# Masoala Panther Chameleons!!!



## benton1576 (Nov 7, 2009)

Hi,

Thanks for reading. Im getting super excited now. In less than 48 hours im going to be the first official UK owner/breeder ( to my knowledge ) of the stunning Masoala Panther Chameleon locale!!!! Its taken me almost a year to finally get a pair after buying CB many months ago and losing the only female i knew to exist!! Pics to follow. If anyone wants to see what they look like just for reference then follow this link Pardalis.be le site de Miwill. Tous sur les Furcifer Pardalis (panther chameleon) Ambilobe, Ambanja, Ankarami, Nosy Be, Nosy Mitsio, masoala, Diego Suarez,... leur maintenance, la reproduction et l'achat de ces reptiles.

I think you will agree, these are probably one of the most stunning panthers out there!! Unfortunately, in the past, people have struggled to get females for them and so breed them with similar locales such as tamatave and maroensetra to try to produce something that resembles masoala. Ive worked hard to find a pair that are garaunteed Masoala straight from madigascar, although i suppose that i will not truly find out for sure until i have the babies, hold them back and wait for them to grow and colour up. only once im sure will i start to sell them so it may be a while longer before true Masoala panthers are on sale in the UK but it will be worth the wait.


----------



## bradleymarky (May 20, 2010)

stunning mate and i wish you luck with the breeding, if you get any free samples i`m your man :whistling2:try before you buy kinga thingy


----------



## benton1576 (Nov 7, 2009)

bradleymarky said:


> stunning mate and i wish you luck with the breeding, if you get any free samples i`m your man :whistling2:try before you buy kinga thingy


Haha, nice try mate!! lol. I want to make sure ive got 100% Masoala before i start selling these, but i might sell a few on the cheap on the understanding that im not liable if they dont turn out to be Masoala and that i get regular pics to compare their progress!


----------



## schumi (Oct 22, 2009)

hello bud
they look stunning, what a beautiful locale
when you decide to start selling them give me a shout i will be more than interested
good luck with the breeding projects


----------



## Tombo46 (Aug 5, 2010)

Really excited for you mate. Good times!


----------



## bradleymarky (May 20, 2010)

benton1576 said:


> Haha, nice try mate!! lol. I want to make sure ive got 100% Masoala before i start selling these, but i might sell a few on the cheap on the understanding that im not liable if they dont turn out to be Masoala and that i get regular pics to compare their progress!
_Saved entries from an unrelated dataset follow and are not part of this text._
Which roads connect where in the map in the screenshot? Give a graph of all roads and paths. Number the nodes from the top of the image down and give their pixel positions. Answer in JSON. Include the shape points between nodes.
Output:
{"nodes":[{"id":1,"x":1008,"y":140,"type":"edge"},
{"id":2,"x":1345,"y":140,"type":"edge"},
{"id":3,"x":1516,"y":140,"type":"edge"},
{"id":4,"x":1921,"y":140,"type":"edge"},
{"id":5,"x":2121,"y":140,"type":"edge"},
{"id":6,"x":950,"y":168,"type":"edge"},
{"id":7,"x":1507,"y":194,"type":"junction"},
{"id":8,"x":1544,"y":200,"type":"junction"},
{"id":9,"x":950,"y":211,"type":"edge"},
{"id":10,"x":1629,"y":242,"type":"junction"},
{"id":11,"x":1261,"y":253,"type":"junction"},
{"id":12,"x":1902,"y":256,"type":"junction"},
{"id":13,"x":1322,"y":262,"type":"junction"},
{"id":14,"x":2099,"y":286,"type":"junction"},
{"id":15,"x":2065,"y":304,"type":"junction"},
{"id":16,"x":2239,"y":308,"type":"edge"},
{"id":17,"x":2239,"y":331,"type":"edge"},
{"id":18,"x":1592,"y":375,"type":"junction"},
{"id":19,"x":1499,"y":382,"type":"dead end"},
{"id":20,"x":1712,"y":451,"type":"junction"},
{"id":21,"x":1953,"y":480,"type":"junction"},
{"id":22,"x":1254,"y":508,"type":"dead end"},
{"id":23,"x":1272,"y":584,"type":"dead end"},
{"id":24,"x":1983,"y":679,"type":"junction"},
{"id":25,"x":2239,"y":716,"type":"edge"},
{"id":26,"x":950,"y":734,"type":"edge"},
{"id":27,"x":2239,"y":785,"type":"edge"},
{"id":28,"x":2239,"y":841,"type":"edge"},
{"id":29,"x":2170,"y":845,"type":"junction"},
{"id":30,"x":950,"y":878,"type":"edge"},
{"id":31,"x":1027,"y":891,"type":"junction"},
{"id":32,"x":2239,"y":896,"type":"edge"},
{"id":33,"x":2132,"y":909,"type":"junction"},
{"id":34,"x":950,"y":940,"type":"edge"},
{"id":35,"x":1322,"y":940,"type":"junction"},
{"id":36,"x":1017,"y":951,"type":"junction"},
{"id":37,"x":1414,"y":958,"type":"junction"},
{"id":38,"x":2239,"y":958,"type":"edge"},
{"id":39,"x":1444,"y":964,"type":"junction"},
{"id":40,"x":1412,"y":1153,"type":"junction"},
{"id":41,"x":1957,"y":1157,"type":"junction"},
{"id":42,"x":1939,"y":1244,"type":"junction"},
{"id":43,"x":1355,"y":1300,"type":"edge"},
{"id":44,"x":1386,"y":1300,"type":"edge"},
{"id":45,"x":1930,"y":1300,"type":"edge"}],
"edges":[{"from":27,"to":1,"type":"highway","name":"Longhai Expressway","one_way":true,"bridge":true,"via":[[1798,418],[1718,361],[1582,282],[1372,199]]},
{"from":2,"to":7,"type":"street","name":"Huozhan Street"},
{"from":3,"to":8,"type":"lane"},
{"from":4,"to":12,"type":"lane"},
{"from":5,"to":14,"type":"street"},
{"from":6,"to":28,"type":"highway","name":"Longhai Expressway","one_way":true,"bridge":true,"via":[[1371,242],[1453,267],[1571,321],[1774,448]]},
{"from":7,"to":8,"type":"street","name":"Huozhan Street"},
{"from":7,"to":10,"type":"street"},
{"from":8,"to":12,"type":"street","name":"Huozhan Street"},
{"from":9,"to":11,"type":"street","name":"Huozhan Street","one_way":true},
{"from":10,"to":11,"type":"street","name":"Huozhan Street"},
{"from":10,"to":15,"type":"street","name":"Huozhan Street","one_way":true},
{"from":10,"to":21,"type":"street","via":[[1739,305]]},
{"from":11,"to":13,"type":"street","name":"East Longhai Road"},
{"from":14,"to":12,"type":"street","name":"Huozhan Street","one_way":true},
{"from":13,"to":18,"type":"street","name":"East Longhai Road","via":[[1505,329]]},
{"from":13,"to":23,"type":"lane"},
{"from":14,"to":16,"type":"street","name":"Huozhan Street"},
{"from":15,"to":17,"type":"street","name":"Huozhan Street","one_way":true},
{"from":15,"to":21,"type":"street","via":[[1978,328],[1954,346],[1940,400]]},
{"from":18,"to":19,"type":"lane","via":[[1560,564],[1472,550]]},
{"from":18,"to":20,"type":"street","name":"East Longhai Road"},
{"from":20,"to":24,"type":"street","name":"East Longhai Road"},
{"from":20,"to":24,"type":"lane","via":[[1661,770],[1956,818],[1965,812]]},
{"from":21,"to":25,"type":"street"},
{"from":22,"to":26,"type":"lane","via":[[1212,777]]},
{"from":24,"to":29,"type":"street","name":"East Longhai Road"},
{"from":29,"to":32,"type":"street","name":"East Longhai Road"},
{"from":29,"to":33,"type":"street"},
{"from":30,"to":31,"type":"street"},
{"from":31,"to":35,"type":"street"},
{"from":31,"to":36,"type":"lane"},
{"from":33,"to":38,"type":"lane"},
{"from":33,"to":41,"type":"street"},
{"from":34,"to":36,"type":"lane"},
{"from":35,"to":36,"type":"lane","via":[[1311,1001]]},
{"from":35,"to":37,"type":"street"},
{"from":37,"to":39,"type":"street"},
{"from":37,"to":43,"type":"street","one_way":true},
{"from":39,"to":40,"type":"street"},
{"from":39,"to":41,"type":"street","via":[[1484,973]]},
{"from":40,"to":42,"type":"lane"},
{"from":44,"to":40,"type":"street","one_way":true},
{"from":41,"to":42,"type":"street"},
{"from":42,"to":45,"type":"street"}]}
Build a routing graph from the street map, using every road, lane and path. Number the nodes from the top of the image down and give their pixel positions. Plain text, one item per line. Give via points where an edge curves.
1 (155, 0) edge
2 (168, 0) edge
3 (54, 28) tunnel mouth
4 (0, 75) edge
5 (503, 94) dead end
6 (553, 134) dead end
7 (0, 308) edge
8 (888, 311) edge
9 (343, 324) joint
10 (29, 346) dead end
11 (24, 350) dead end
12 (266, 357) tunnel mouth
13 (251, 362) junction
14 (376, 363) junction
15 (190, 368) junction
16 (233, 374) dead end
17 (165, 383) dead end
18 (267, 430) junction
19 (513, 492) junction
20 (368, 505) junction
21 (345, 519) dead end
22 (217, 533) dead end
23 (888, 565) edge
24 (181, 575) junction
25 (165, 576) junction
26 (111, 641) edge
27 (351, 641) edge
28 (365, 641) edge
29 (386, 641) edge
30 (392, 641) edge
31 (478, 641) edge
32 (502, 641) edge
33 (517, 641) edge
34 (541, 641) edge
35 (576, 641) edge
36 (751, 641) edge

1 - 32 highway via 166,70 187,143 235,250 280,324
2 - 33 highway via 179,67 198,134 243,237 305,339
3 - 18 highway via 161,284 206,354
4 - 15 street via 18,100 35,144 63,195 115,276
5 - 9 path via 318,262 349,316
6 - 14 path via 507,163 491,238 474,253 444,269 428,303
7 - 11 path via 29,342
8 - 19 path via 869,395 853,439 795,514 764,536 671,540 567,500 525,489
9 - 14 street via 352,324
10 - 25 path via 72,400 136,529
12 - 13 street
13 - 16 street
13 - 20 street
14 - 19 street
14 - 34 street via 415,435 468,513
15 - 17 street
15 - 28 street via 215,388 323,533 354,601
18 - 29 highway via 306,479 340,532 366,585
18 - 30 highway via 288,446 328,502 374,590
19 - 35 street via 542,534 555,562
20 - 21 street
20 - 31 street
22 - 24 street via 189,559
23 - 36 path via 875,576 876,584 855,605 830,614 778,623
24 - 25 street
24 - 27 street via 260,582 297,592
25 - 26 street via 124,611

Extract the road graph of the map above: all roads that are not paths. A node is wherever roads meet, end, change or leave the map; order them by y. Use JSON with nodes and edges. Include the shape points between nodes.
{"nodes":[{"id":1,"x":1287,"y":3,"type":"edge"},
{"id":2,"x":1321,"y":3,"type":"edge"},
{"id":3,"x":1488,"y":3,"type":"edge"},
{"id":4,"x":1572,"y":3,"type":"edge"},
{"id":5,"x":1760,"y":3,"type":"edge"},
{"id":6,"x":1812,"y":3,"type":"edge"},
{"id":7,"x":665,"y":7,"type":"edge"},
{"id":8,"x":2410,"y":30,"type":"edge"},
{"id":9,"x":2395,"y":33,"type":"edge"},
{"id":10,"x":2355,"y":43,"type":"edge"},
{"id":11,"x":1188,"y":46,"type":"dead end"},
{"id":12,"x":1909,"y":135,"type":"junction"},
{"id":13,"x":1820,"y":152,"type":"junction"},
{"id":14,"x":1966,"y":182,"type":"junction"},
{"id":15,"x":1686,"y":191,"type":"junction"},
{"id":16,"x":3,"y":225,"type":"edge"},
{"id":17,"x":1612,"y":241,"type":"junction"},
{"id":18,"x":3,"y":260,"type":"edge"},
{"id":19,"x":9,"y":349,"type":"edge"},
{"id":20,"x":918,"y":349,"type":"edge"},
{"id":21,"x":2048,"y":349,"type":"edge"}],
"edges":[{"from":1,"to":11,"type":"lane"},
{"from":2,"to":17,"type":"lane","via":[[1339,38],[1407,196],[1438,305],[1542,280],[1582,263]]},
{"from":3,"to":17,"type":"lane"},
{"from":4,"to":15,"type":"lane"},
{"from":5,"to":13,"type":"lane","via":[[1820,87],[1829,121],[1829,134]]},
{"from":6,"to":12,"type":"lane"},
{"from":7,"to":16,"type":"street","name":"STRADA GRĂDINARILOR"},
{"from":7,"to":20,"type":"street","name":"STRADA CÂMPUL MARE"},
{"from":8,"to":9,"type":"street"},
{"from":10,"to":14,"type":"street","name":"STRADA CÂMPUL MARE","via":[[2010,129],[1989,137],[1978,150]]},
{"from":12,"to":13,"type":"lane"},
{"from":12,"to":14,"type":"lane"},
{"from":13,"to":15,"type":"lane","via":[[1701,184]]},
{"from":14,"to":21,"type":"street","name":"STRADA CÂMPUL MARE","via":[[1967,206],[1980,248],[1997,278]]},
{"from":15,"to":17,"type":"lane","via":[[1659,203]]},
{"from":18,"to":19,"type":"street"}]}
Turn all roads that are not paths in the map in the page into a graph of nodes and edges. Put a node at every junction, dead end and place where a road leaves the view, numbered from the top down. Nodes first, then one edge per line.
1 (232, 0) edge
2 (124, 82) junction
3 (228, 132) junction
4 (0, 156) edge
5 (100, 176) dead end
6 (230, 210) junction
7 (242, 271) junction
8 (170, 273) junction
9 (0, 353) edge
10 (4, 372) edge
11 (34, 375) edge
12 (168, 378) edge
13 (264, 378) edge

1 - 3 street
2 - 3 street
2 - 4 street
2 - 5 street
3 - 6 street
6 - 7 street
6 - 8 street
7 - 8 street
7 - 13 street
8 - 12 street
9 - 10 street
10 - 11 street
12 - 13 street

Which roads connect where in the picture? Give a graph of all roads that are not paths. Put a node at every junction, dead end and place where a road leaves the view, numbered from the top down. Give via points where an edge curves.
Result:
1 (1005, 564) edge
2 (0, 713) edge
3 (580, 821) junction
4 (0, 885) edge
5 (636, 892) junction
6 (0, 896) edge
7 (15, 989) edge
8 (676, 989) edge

what kinda price would you be looking to sell at (just in case i need to start saving up) i bet they cost you a pretty penny


----------



## benton1576 (Nov 7, 2009)

bradleymarky said:


> what kinda price would you be looking to sell at (just in case i need to start saving up) i bet they cost you a pretty penny


They cost me a fortune!!! will be worth it in the end. I havnt decided on prices yet. Ill have to make that decision when the time comes but im thinking i wont be asking less than 250 to start with at the very least due to how rare these are. once they are confirmed as pure Masoala the price will go up of course.


----------



## JustJack (Apr 19, 2010)

There are amazing :mf_dribble:!


----------



## xjak3yx (Nov 8, 2010)

beautiful chams... i want one !!


----------



## benton1576 (Nov 7, 2009)

My Masoala are here!!!!! ill try snap some pics tomorrow but at the moment im trying to keep their stress levels down by not disturbing them too much as they have been shipped hundreds if not thousands of miles. They look nice and healthy though so shouldnt have any problems with them, although i think to be on the safe side im going to hold off breeding them just for a couple of months to make sure they are in tip top condition so i dont get any problems as i only have 1 female and finding another will be like trying to bleed a stone. lol


----------



## reptileloverchameleon (Sep 30, 2010)

Nice one! An excellent looking locale there, looking forward to seeing pics!:2thumb:


----------



## JustJack (Apr 19, 2010)

Congrats i to cant wait for pics!


----------



## bampoisongirl (Mar 28, 2008)

waiting for pics!


----------



## sunarkus (May 3, 2009)

pics !!!!!


----------



## benton1576 (Nov 7, 2009)

Pics on the way guys, just uploading to photobucket as we speak!!


----------



## benton1576 (Nov 7, 2009)

Heres todays pics i took of the Masoala, these are relaxed colours. Im going to wait a few weeks before i try to fire him up. The pics are blurred because i got the lense wet from the plants!!! lol


----------



## benton1576 (Nov 7, 2009)

A few more pics, including the female and a couple of my homemade chameleon cages.


----------



## Chameleoco (Jul 10, 2009)

every credit:2thumb: good luck with them.


----------



## schumi (Oct 22, 2009)

WOW they look amazing bud, good luck with them hopefully eggs around the corner
fingers crossed


----------



## GAD58Y (May 12, 2008)

great pics mark,they look stunning.good luck with these.


graeme


----------



## Oski1 (Jan 2, 2010)

Yeah they are very nice indeed,:2thumb: you will probably find they will brighten up quite a bit with a few sheds as well being Wc, good luck with them


----------



## RedGex (Dec 29, 2007)

Very nice, particularly the female she's stunning, hope they settle well for you : victory:


----------



## benton1576 (Nov 7, 2009)

Oski1 said:


> Yeah they are very nice indeed,:2thumb: you will probably find they will brighten up quite a bit with a few sheds as well being Wc, good luck with them


Happy days, I was hoping they would! The male seems a bit grey at the moment but then ive never seen a Masoala completely at rest so this is probably normal. To be honest the only place ive seen Masoala is at Pardalis.be tout sur le caméléon Furcifer Pardalis (panther chameleon) Ambilobe, Ambanja (blue, Diamond), Nosy Be (true blue), Nosy Mitsio (Soabana, Mafana), Ankarami (pink panther), Saint Marie (Nosy boraha), Tamatave, Diego Suarez, Sambava, Maroant and they seemed to be fired up or semi fired up on all the pics, also some looked suspiciously like tamatave to me.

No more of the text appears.